A menudo se compara el poder en Rusia con un orden mafioso. El politólogo ruso Vladimir Gelman cita El Padrino para ilustrar el concepto de “consenso impuesto”, que define como una “oferta que no se puede rechazar”, porque los beneficios de ocupar una posición son, en su opinión, mayores que los costes de desafiarla. Observada desde finales de los años 90, la propagación de la jerga de los bajos fondos en el mundo político sirve a menudo como prueba de la demostración. La analogía también es retomada por los opositores, en particular Alexei Navalny cuando describió a Rusia Unida en 2011 como un “partido de ladrones y estafadores”, el término “ladrón” haciendo referencia a un estatus en el submundo criminal. La acusación se repite varias veces en este libro, asociando la “dictadura de la ley” con “métodos de gánster”. […]
Esta analogía se ha utilizado en numerosos estudios históricos y sociológicos.

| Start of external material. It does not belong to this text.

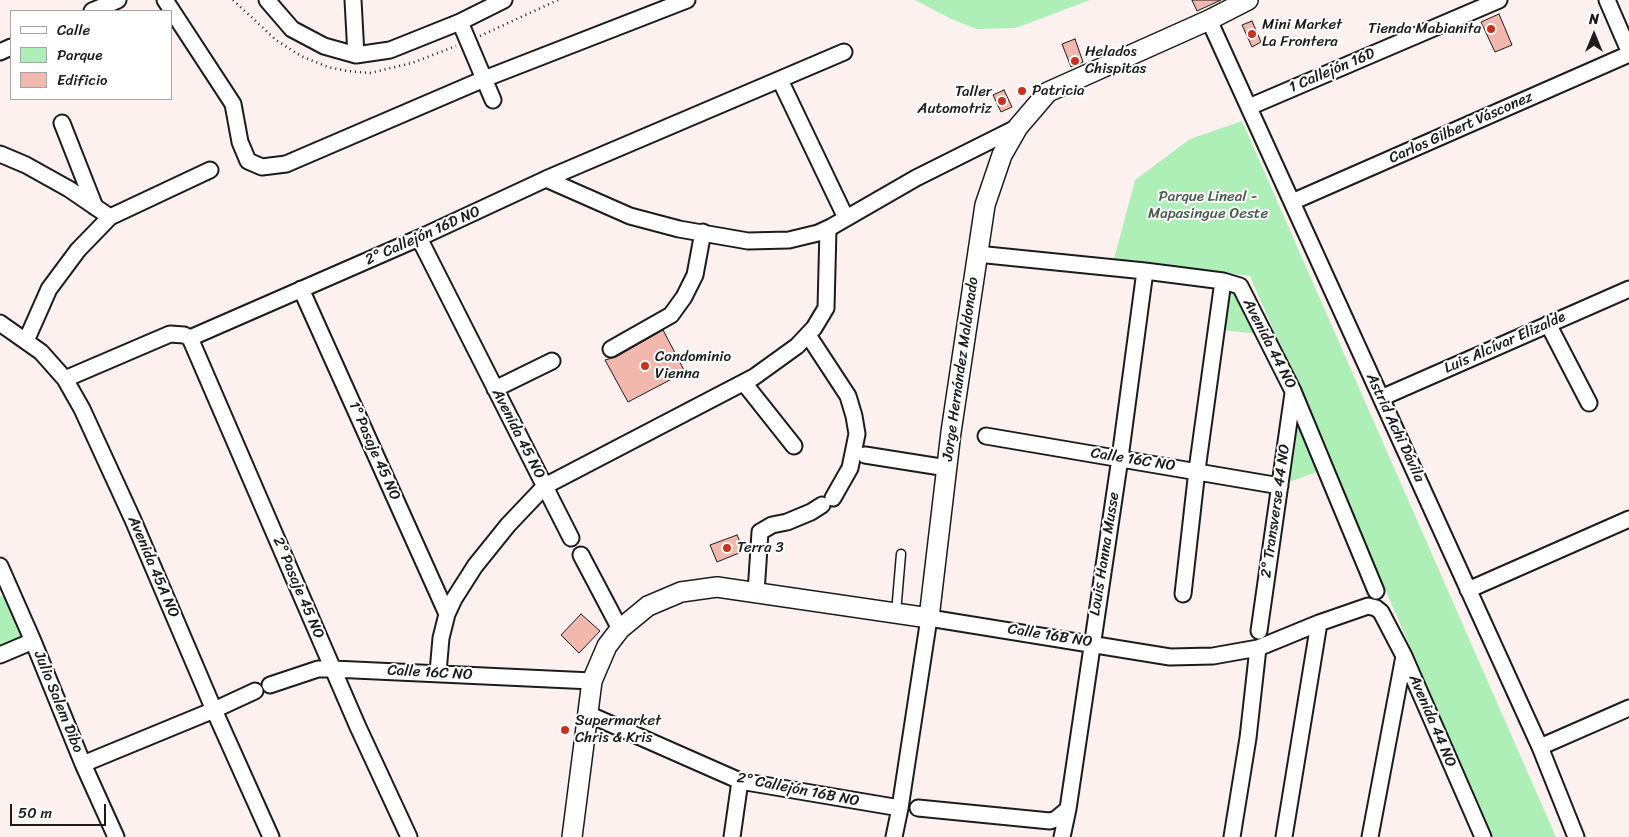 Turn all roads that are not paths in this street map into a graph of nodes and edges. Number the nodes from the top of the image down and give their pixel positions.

En efecto, las prácticas descritas en este libro recuerdan a las que despliegan los actores violentos para mantenerse en un territorio: el clientelismo, es decir, la concesión de favores a cambio de lealtad, la adhesión a convenciones no escritas, el arte de la intimidación y el chantaje, la legitimación a través de la respuesta a una petición de orden, o la valorización de una identidad y unos valores comunes.
Vladimir Putin y el ministro de Defenza, Sergei Shoigu (AFP)
Inspirado en dos décadas de investigación sobre el uso de la coacción en Rusia, este libro se centra en personajes y casos que me parecen emblemáticos del funcionamiento ordinario del poder. Se basa no sólo en mi propio trabajo, sino también en mi propia experiencia: he sido testigo de la progresión del autoritarismo en este país y yo mismo he pagado el precio de la “dictadura de la ley” al ser acusado de espionaje económico, juzgado y expulsado del país en 2008.
Escrito tras el inicio de la guerra en Ucrania, este libro intenta dar sentido a estas observaciones a la luz de la ofensiva actual. En un contexto tan cargado, que suscita ira y amargura, se corre el riesgo de sucumbir a la tentación de la sobreracionalización retrospectiva. El conflicto actual no estaba en los genes del putinismo y la formación del Estado ruso, constantemente sometida a fuerzas opuestas y a evoluciones contradictorias, construida a base de sacudidas, aceleraciones y retrocesos, podría haber seguido un curso muy diferente. Para evitar cualquier determinismo, se trata menos de identificar las causas que de dar sentido a los indicios que muestran cómo las fuerzas que actúan en la “dictadura del derecho” desde hace más de veinte años acompañan el endurecimiento autoritario del régimen.